What to do
This exercise asks for every line of the material that includes the word "nodes".

Exercise inputs
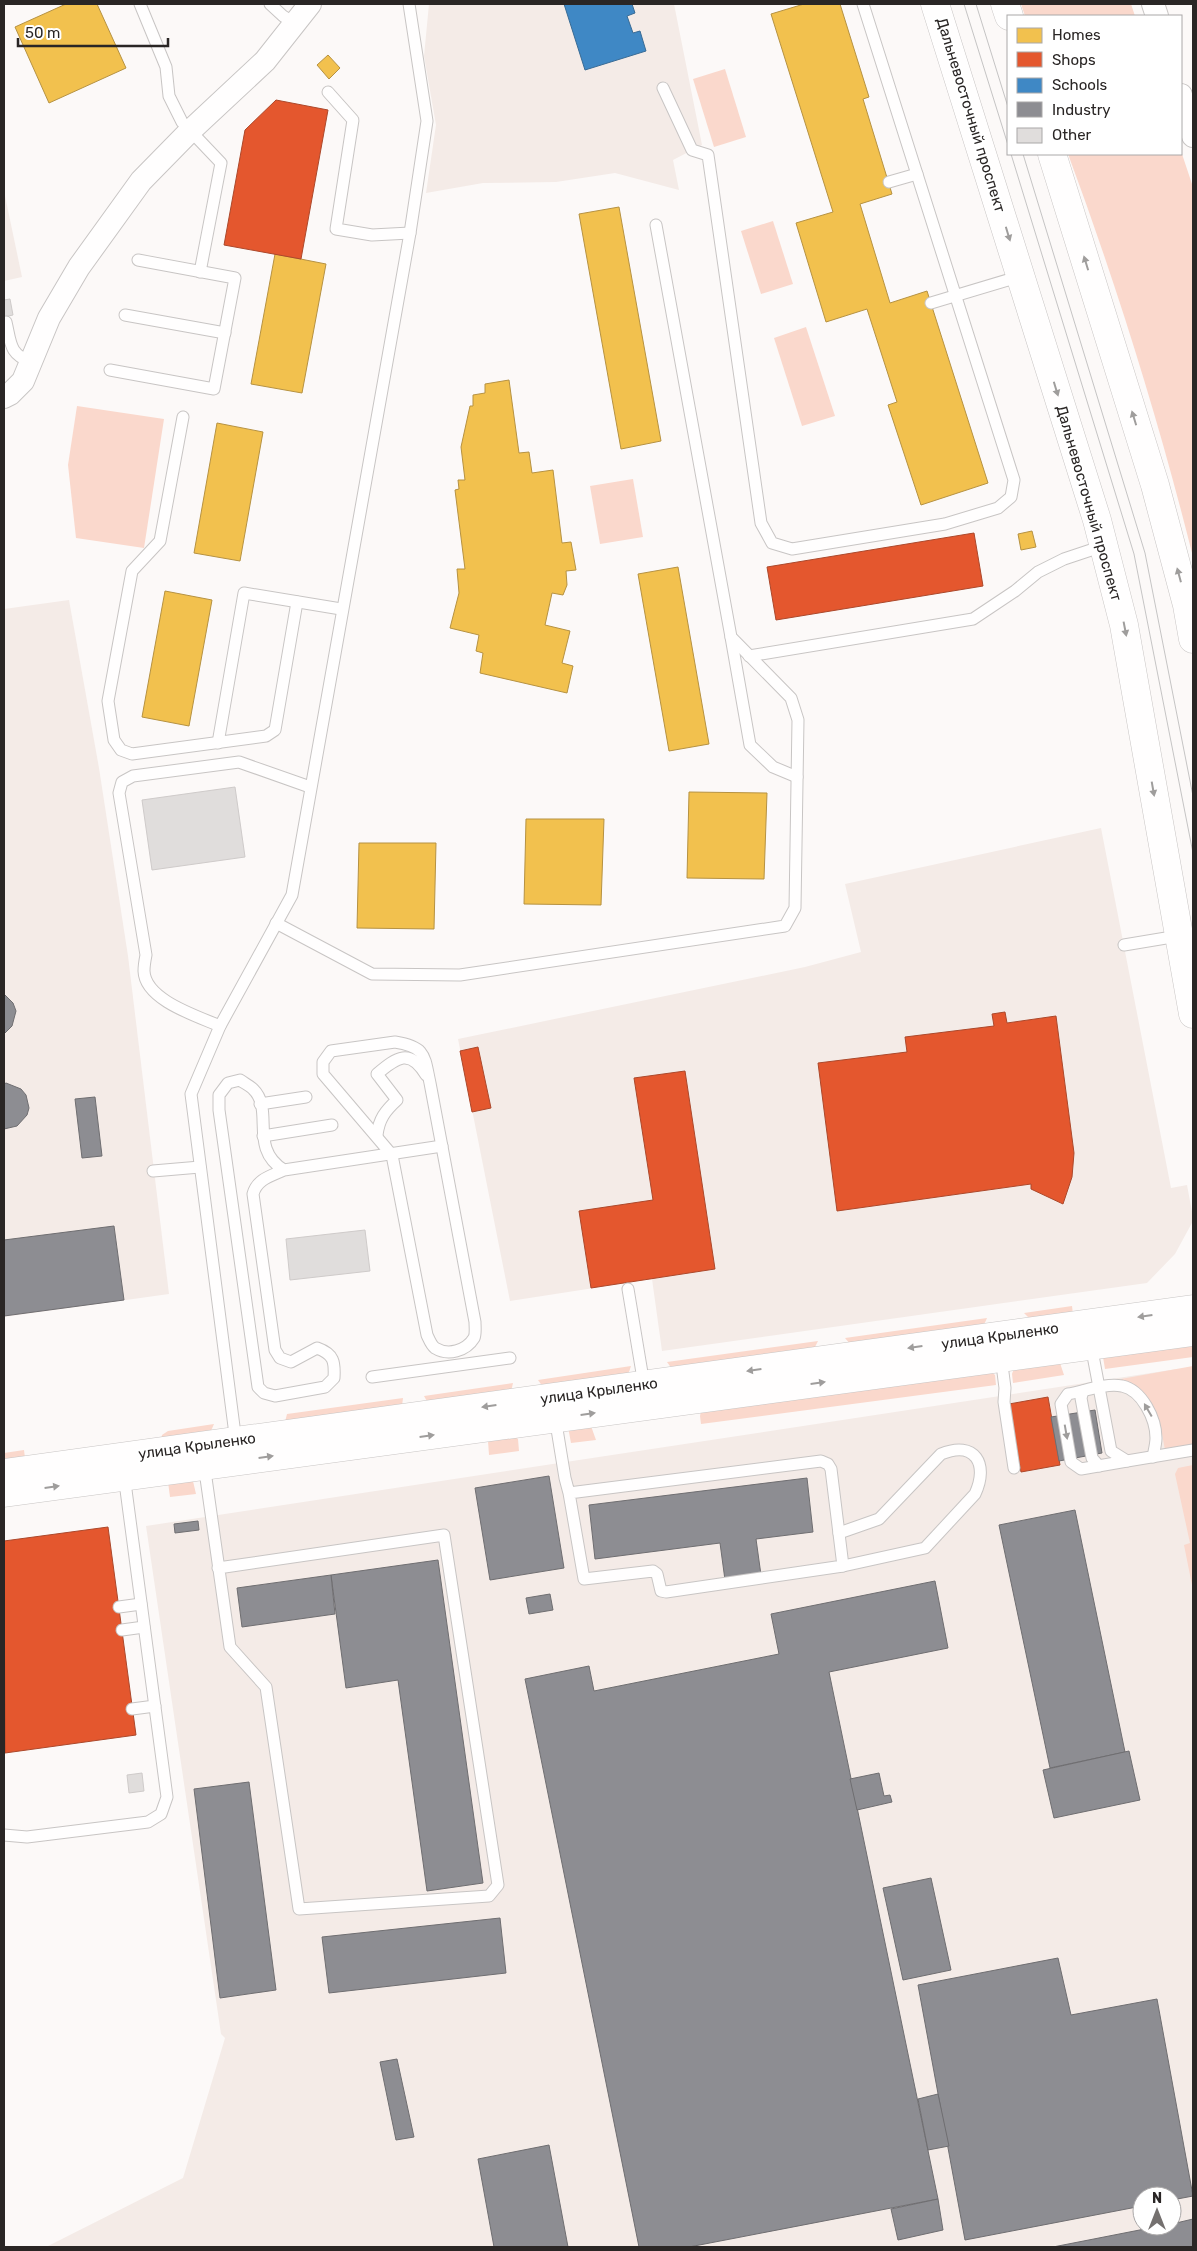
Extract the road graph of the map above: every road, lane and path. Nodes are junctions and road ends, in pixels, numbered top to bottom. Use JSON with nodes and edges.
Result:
{"nodes":[{"id":1,"x":140,"y":4,"type":"edge"},
{"id":2,"x":270,"y":4,"type":"edge"},
{"id":3,"x":310,"y":4,"type":"edge"},
{"id":4,"x":409,"y":4,"type":"edge"},
{"id":5,"x":863,"y":4,"type":"edge"},
{"id":6,"x":935,"y":4,"type":"edge"},
{"id":7,"x":296,"y":24,"type":"junction"},
{"id":8,"x":663,"y":88,"type":"dead end"},
{"id":9,"x":328,"y":92,"type":"dead end"},
{"id":10,"x":1182,"y":98,"type":"edge"},
{"id":11,"x":190,"y":131,"type":"junction"},
{"id":12,"x":1193,"y":136,"type":"edge"},
{"id":13,"x":1052,"y":155,"type":"edge"},
{"id":14,"x":917,"y":174,"type":"junction"},
{"id":15,"x":889,"y":182,"type":"dead end"},
{"id":16,"x":656,"y":225,"type":"dead end"},
{"id":17,"x":410,"y":233,"type":"junction"},
{"id":18,"x":138,"y":260,"type":"dead end"},
{"id":19,"x":200,"y":272,"type":"junction"},
{"id":20,"x":1021,"y":276,"type":"junction"},
{"id":21,"x":956,"y":296,"type":"junction"},
{"id":22,"x":930,"y":303,"type":"dead end"},
{"id":23,"x":125,"y":315,"type":"dead end"},
{"id":24,"x":6,"y":322,"type":"dead end"},
{"id":25,"x":225,"y":333,"type":"junction"},
{"id":26,"x":31,"y":362,"type":"junction"},
{"id":27,"x":110,"y":370,"type":"dead end"},
{"id":28,"x":4,"y":397,"type":"edge"},
{"id":29,"x":183,"y":417,"type":"dead end"},
{"id":30,"x":1104,"y":546,"type":"junction"},
{"id":31,"x":297,"y":602,"type":"junction"},
{"id":32,"x":341,"y":609,"type":"junction"},
{"id":33,"x":731,"y":637,"type":"junction"},
{"id":34,"x":1193,"y":639,"type":"edge"},
{"id":35,"x":749,"y":656,"type":"junction"},
{"id":36,"x":218,"y":743,"type":"junction"},
{"id":37,"x":797,"y":777,"type":"junction"},
{"id":38,"x":310,"y":787,"type":"junction"},
{"id":39,"x":276,"y":923,"type":"junction"},
{"id":40,"x":1178,"y":936,"type":"junction"},
{"id":41,"x":1124,"y":945,"type":"dead end"},
{"id":42,"x":1193,"y":1014,"type":"edge"},
{"id":43,"x":220,"y":1026,"type":"junction"},
{"id":44,"x":430,"y":1083,"type":"junction"},
{"id":45,"x":306,"y":1097,"type":"dead end"},
{"id":46,"x":260,"y":1104,"type":"junction"},
{"id":47,"x":332,"y":1125,"type":"dead end"},
{"id":48,"x":377,"y":1135,"type":"junction"},
{"id":49,"x":264,"y":1136,"type":"junction"},
{"id":50,"x":442,"y":1146,"type":"junction"},
{"id":51,"x":392,"y":1155,"type":"junction"},
{"id":52,"x":200,"y":1167,"type":"junction"},
{"id":53,"x":284,"y":1170,"type":"junction"},
{"id":54,"x":153,"y":1171,"type":"dead end"},
{"id":55,"x":628,"y":1289,"type":"dead end"},
{"id":56,"x":1193,"y":1309,"type":"edge"},
{"id":57,"x":1193,"y":1332,"type":"edge"},
{"id":58,"x":1090,"y":1335,"type":"junction"},
{"id":59,"x":1000,"y":1347,"type":"junction"},
{"id":60,"x":510,"y":1358,"type":"dead end"},
{"id":61,"x":372,"y":1377,"type":"dead end"},
{"id":62,"x":644,"y":1385,"type":"junction"},
{"id":63,"x":1099,"y":1388,"type":"junction"},
{"id":64,"x":1083,"y":1391,"type":"junction"},
{"id":65,"x":554,"y":1408,"type":"junction"},
{"id":66,"x":1193,"y":1450,"type":"edge"},
{"id":67,"x":238,"y":1451,"type":"junction"},
{"id":68,"x":203,"y":1456,"type":"junction"},
{"id":69,"x":1152,"y":1457,"type":"junction"},
{"id":70,"x":1127,"y":1461,"type":"junction"},
{"id":71,"x":1099,"y":1466,"type":"junction"},
{"id":72,"x":123,"y":1467,"type":"junction"},
{"id":73,"x":1014,"y":1468,"type":"dead end"},
{"id":74,"x":4,"y":1473,"type":"edge"},
{"id":75,"x":4,"y":1493,"type":"edge"},
{"id":76,"x":569,"y":1493,"type":"junction"},
{"id":77,"x":839,"y":1533,"type":"junction"},
{"id":78,"x":843,"y":1566,"type":"junction"},
{"id":79,"x":218,"y":1568,"type":"junction"},
{"id":80,"x":141,"y":1604,"type":"junction"},
{"id":81,"x":119,"y":1607,"type":"dead end"},
{"id":82,"x":144,"y":1628,"type":"junction"},
{"id":83,"x":122,"y":1630,"type":"dead end"},
{"id":84,"x":155,"y":1706,"type":"junction"},
{"id":85,"x":132,"y":1709,"type":"dead end"},
{"id":86,"x":4,"y":1835,"type":"edge"}],
"edges":[{"from":1,"to":11,"type":"lane"},
{"from":2,"to":7,"type":"lane"},
{"from":3,"to":7,"type":"street"},
{"from":4,"to":17,"type":"lane"},
{"from":5,"to":14,"type":"lane"},
{"from":6,"to":20,"type":"street","name":"Дальневосточный проспект","one_way":true},
{"from":7,"to":11,"type":"street"},
{"from":8,"to":21,"type":"lane"},
{"from":9,"to":17,"type":"lane"},
{"from":10,"to":12,"type":"street"},
{"from":11,"to":19,"type":"lane"},
{"from":11,"to":26,"type":"street"},
{"from":34,"to":13,"type":"street","one_way":true},
{"from":14,"to":15,"type":"lane"},
{"from":14,"to":21,"type":"lane"},
{"from":16,"to":33,"type":"lane"},
{"from":17,"to":32,"type":"lane"},
{"from":18,"to":19,"type":"lane"},
{"from":19,"to":25,"type":"lane"},
{"from":20,"to":21,"type":"lane"},
{"from":20,"to":30,"type":"street","name":"Дальневосточный проспект","one_way":true},
{"from":21,"to":22,"type":"lane"},
{"from":23,"to":25,"type":"lane"},
{"from":24,"to":26,"type":"lane"},
{"from":25,"to":27,"type":"lane"},
{"from":26,"to":28,"type":"street"},
{"from":29,"to":36,"type":"lane"},
{"from":30,"to":35,"type":"lane"},
{"from":30,"to":40,"type":"street","name":"Дальневосточный проспект","one_way":true},
{"from":31,"to":32,"type":"lane"},
{"from":31,"to":36,"type":"lane"},
{"from":31,"to":36,"type":"lane"},
{"from":32,"to":38,"type":"lane"},
{"from":33,"to":35,"type":"lane"},
{"from":33,"to":37,"type":"lane"},
{"from":35,"to":37,"type":"lane"},
{"from":37,"to":39,"type":"lane"},
{"from":38,"to":39,"type":"lane"},
{"from":38,"to":43,"type":"lane"},
{"from":39,"to":43,"type":"lane"},
{"from":40,"to":41,"type":"lane"},
{"from":40,"to":42,"type":"street","name":"Дальневосточный проспект"},
{"from":43,"to":52,"type":"lane"},
{"from":44,"to":48,"type":"lane"},
{"from":44,"to":48,"type":"lane"},
{"from":44,"to":50,"type":"lane"},
{"from":45,"to":46,"type":"lane"},
{"from":46,"to":49,"type":"lane"},
{"from":46,"to":53,"type":"lane"},
{"from":47,"to":49,"type":"lane"},
{"from":48,"to":51,"type":"lane"},
{"from":49,"to":53,"type":"lane"},
{"from":50,"to":51,"type":"lane"},
{"from":50,"to":51,"type":"lane"},
{"from":51,"to":53,"type":"lane"},
{"from":52,"to":54,"type":"lane"},
{"from":52,"to":67,"type":"lane"},
{"from":55,"to":62,"type":"lane"},
{"from":56,"to":58,"type":"street","name":"улица Крыленко","one_way":true},
{"from":57,"to":58,"type":"street","name":"улица Крыленко"},
{"from":58,"to":59,"type":"street","name":"улица Крыленко"},
{"from":58,"to":63,"type":"lane"},
{"from":59,"to":62,"type":"street","name":"улица Крыленко","one_way":true},
{"from":65,"to":59,"type":"street","name":"улица Крыленко","one_way":true},
{"from":59,"to":73,"type":"lane"},
{"from":60,"to":61,"type":"lane"},
{"from":62,"to":65,"type":"street","name":"улица Крыленко"},
{"from":63,"to":64,"type":"lane"},
{"from":69,"to":63,"type":"lane","one_way":true},
{"from":63,"to":70,"type":"lane"},
{"from":64,"to":71,"type":"lane"},
{"from":64,"to":71,"type":"lane","one_way":true},
{"from":65,"to":67,"type":"street","name":"улица Крыленко"},
{"from":65,"to":76,"type":"lane"},
{"from":66,"to":69,"type":"lane"},
{"from":67,"to":68,"type":"street","name":"улица Крыленко"},
{"from":68,"to":72,"type":"street","name":"улица Крыленко"},
{"from":68,"to":79,"type":"lane"},
{"from":69,"to":70,"type":"lane"},
{"from":70,"to":71,"type":"lane"},
{"from":72,"to":74,"type":"street","name":"улица Крыленко"},
{"from":75,"to":72,"type":"street","name":"улица Крыленко","one_way":true},
{"from":72,"to":80,"type":"lane"},
{"from":76,"to":77,"type":"lane"},
{"from":76,"to":78,"type":"lane"},
{"from":77,"to":78,"type":"lane"},
{"from":77,"to":78,"type":"lane"},
{"from":79,"to":79,"type":"lane"},
{"from":80,"to":81,"type":"lane"},
{"from":80,"to":82,"type":"lane"},
{"from":82,"to":83,"type":"lane"},
{"from":82,"to":84,"type":"lane"},
{"from":84,"to":85,"type":"lane"},
{"from":84,"to":86,"type":"lane"}]}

Task response
Extract the road graph of the map above: every road, lane and path. Nodes are junctions and road ends, in pixels, numbered top to bottom. Use JSON with nodes and edges.
{"nodes":[{"id":1,"x":140,"y":4,"type":"edge"},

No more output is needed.